Subacute thyroiditis is a post-inflammatory thyroid disease presenting with pain, fever and hyperthyroidism. Thyroid disease is a rare manifestation of SARS-CoV-2 infection. Cases of subacute thyroiditis in patients with the Covid-19 infection, have been described. Vaccination against the SARS-CoV-2 virus has helped to limit the pandemic and is characterized by very few side effects. Amongst those, subacute thyroiditis and Graves’ disease have been observed.

Methods

A case of a female 50-year old patient is presented who developed subacute thyroiditis 2 months after a mild SARS-CoV-2 infection.
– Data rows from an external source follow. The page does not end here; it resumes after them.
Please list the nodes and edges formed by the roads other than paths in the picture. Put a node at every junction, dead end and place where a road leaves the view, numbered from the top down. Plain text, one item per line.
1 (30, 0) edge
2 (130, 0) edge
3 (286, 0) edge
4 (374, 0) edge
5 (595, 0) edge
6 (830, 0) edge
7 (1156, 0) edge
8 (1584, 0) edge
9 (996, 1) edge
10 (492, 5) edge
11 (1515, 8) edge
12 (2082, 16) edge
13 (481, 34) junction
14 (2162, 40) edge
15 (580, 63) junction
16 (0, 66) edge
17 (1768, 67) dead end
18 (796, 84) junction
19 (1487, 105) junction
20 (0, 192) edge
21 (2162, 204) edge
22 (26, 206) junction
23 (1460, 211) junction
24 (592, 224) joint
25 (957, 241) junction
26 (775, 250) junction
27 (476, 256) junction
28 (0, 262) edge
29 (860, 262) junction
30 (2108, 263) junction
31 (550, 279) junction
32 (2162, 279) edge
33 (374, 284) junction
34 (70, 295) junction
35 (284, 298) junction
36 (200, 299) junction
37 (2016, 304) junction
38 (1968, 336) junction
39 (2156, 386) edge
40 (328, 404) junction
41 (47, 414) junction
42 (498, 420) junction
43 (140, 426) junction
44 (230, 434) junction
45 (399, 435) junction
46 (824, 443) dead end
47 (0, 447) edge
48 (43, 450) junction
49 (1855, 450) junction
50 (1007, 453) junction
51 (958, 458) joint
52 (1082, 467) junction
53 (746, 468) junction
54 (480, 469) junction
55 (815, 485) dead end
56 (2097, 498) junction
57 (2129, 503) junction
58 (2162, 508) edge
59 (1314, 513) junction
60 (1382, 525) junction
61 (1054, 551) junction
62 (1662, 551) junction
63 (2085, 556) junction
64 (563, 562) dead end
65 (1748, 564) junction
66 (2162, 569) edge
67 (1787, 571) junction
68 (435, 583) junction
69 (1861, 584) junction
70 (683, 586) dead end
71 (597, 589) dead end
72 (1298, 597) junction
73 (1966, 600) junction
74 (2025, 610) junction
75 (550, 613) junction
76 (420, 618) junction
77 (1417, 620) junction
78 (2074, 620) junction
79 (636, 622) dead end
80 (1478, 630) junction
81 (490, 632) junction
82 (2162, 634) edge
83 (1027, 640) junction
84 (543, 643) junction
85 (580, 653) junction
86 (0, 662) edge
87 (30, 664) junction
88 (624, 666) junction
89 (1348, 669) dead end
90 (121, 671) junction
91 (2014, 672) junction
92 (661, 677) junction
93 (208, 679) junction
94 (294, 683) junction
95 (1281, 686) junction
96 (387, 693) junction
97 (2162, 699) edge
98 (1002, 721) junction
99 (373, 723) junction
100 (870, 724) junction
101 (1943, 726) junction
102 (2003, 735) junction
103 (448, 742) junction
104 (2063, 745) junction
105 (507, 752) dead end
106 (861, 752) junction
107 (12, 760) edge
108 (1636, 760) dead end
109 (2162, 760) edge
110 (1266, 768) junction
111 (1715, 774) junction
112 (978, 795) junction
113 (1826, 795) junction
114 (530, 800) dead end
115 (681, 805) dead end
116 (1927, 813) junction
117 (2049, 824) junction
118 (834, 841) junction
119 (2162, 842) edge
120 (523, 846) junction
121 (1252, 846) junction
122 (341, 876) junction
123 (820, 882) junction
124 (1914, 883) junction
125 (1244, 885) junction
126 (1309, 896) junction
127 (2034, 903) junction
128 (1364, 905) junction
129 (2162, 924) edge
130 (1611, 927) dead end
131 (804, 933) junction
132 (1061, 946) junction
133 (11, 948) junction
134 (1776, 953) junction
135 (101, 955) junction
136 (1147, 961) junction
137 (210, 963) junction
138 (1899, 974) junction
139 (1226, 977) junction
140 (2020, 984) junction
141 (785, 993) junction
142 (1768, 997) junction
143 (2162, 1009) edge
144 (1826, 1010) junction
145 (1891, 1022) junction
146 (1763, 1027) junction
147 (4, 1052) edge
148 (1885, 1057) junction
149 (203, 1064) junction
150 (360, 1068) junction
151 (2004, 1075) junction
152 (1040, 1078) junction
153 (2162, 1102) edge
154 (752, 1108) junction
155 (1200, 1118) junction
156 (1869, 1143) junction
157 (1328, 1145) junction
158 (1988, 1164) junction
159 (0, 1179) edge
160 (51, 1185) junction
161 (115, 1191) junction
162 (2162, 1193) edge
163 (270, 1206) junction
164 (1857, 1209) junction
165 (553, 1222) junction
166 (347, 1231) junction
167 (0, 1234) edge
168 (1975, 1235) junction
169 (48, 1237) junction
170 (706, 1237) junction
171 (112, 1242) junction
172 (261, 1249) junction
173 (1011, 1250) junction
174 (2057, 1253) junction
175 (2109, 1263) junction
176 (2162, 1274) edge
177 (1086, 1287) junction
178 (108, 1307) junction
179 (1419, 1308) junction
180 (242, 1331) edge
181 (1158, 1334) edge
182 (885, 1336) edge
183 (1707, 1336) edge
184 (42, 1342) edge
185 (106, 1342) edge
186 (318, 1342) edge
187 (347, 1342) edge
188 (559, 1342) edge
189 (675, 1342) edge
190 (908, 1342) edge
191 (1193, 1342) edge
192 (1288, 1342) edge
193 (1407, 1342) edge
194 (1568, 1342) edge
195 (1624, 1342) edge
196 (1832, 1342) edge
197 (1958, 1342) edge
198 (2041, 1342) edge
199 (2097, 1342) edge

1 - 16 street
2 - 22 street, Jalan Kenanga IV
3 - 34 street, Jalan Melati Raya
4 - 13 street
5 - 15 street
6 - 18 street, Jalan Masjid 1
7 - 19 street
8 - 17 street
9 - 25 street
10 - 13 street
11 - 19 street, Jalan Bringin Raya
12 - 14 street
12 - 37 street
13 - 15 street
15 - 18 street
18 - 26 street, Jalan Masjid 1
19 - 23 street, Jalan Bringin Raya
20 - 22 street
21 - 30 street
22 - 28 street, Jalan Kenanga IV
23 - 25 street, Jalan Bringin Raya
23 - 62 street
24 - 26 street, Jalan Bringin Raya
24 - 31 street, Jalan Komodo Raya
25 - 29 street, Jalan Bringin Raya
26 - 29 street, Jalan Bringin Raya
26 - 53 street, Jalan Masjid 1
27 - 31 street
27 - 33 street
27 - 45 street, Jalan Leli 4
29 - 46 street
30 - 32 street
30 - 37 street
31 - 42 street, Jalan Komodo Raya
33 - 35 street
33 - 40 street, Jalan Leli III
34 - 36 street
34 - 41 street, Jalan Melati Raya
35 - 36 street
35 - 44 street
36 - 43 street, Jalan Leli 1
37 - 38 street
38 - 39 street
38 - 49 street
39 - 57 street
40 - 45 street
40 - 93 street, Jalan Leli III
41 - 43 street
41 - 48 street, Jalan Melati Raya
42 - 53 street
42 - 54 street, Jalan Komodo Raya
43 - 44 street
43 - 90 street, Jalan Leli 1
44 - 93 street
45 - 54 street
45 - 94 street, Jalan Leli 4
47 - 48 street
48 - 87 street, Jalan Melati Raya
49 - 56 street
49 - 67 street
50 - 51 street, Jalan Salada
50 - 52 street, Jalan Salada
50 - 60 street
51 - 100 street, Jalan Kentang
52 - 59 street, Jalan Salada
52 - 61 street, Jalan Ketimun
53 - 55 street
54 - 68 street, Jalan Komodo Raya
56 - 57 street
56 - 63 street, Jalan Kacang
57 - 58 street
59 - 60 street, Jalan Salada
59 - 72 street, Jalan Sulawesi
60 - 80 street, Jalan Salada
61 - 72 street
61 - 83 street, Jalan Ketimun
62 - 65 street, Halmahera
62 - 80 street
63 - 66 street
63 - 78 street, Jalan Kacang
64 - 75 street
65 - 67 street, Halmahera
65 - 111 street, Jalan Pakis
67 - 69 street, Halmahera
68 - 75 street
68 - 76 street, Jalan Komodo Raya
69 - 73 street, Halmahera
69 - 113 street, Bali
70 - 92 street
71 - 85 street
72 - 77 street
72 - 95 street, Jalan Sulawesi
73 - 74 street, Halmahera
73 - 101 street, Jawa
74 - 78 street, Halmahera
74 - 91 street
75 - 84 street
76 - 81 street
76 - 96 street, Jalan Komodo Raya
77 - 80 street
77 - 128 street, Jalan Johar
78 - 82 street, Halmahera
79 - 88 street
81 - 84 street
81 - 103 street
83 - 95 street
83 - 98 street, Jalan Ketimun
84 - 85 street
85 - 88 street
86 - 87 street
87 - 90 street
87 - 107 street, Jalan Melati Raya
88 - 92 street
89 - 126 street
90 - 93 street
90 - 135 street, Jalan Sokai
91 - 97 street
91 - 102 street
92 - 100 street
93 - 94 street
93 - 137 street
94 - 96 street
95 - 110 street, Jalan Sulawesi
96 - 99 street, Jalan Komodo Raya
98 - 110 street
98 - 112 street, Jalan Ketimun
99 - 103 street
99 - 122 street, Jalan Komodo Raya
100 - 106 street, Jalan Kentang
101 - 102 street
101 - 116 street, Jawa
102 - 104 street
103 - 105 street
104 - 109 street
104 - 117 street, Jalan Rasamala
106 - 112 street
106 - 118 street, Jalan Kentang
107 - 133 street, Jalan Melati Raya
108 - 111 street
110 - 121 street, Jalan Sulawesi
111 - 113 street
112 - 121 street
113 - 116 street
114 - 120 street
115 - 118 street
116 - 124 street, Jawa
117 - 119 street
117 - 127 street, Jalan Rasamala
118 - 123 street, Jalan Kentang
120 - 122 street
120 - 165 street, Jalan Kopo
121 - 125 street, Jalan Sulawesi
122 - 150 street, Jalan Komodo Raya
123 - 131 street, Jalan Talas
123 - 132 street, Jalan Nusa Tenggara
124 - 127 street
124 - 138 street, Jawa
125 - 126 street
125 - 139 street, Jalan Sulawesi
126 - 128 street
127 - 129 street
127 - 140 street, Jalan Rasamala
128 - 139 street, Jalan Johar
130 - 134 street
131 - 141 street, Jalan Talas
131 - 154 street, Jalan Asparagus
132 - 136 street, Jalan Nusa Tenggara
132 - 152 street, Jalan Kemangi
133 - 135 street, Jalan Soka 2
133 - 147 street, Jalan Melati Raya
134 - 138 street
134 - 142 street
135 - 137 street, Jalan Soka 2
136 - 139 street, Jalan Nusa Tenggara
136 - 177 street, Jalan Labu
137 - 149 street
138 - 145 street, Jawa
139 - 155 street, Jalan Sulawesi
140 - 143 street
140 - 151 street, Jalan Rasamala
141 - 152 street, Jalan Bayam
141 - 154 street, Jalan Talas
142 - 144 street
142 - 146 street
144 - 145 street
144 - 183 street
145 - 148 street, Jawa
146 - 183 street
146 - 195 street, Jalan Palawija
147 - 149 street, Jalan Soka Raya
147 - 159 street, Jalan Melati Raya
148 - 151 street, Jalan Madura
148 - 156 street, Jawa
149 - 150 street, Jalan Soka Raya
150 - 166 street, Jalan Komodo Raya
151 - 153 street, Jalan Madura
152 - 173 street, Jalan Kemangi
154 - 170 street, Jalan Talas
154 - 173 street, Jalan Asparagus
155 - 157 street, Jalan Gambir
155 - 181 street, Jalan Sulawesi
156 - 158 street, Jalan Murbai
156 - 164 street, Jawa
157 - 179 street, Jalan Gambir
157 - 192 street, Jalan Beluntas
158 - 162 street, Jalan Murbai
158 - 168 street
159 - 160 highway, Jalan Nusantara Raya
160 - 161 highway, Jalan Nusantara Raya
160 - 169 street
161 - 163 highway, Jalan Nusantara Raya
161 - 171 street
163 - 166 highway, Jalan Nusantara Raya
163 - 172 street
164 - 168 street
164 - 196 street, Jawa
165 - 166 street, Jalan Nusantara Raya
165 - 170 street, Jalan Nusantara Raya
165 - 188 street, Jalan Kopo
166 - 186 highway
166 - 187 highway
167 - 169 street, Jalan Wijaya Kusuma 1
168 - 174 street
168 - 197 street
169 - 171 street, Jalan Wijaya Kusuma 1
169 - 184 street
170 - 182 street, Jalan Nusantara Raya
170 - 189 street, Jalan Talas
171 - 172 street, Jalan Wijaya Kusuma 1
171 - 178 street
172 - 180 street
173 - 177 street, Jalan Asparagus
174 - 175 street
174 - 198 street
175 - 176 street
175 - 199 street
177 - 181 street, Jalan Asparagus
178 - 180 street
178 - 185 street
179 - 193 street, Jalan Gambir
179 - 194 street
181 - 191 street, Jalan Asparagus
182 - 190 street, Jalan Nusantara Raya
The case of a 53-old male patient who developed subacute thyroiditis 3 days after vaccination against the SARS-CoV-2 virus is also presented. Both patients had high CRP and ESR and low TSH levels.

Results

Prednisolone was administered 16 mg twice daily for 10 days with subsequent tapering and propranolol 20 mg twice daily. Remission of the disease was observed in both cases. In the female patient the disease recurred one month after prednisolone withdrawal.

Conclusions

Cases of subacute thyroiditis after SARS-CoV-2 infection and after vaccination against the SARS-CoV-2 virus are described. SARS-CoV-2 is a coronavirus which has been related to the development of autoimmunity. Autoimmune thyroid disease, in the form of either subacute thyroiditis, autoimmune thyroiditis and Graves’ disease have been described in patients with the Covid-19 disease.